From: Shaohua Li <[email protected]>

loop block device handles IO in a separate thread. The actual IO
dispatched isn't cloned from the IO loop device received, so the
dispatched IO loses the cgroup context.

I'm ignoring buffer IO case now, which is quite complicated. Making the
loop thread aware cgroup context doesn't really help. The loop device
only writes to a single file. In current writeback cgroup
implementation, the file can only belong to one cgroup.

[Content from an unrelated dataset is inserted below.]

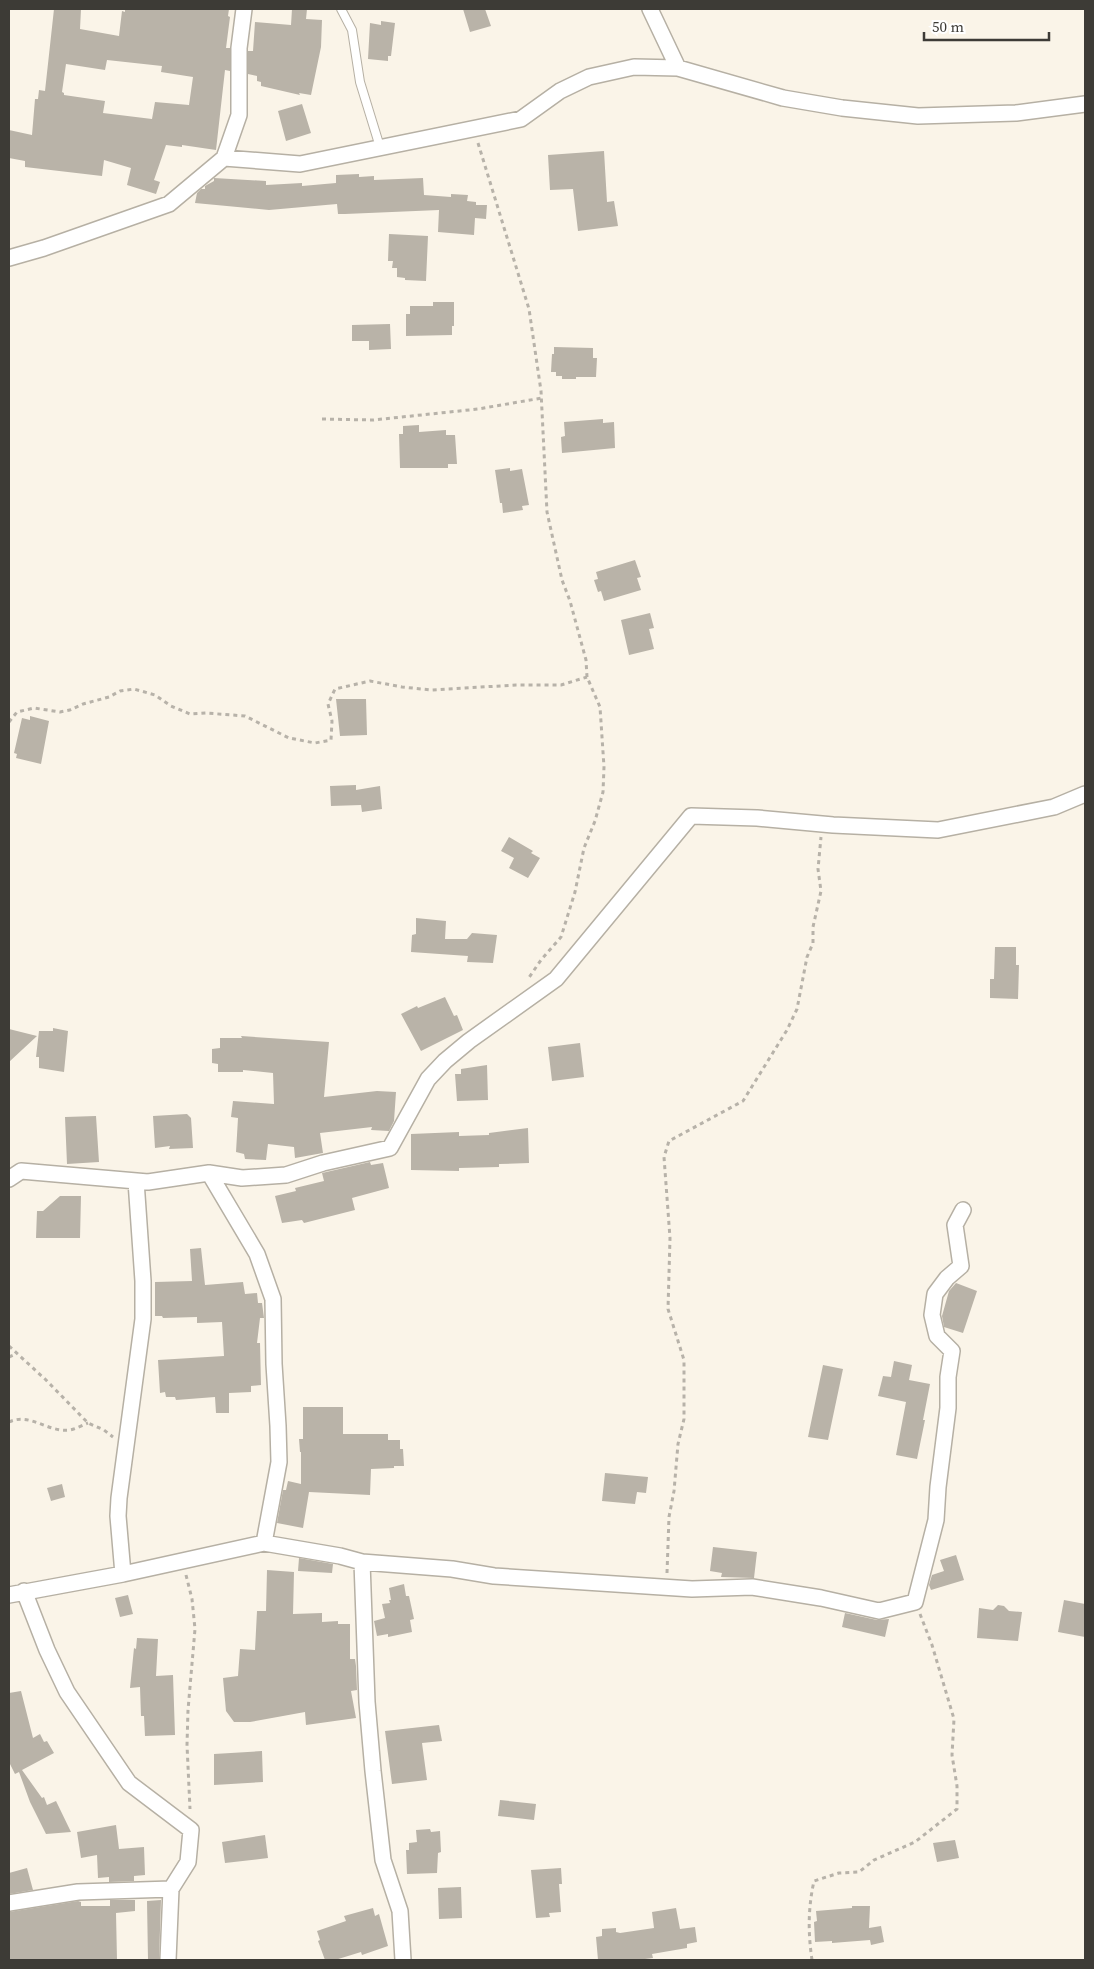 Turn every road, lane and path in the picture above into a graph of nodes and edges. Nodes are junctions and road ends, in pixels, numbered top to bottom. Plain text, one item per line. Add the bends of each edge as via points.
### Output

For direct IO case, we could workaround the issue in theory. For
example, say we assign cgroup1 5M/s BW for loop device and cgroup2
10M/s. We can create a special cgroup for loop thread and assign at
least 15M/s for the underlayer disk. In this way, we correctly throttle
the two cgroups. But this is tricky to setup.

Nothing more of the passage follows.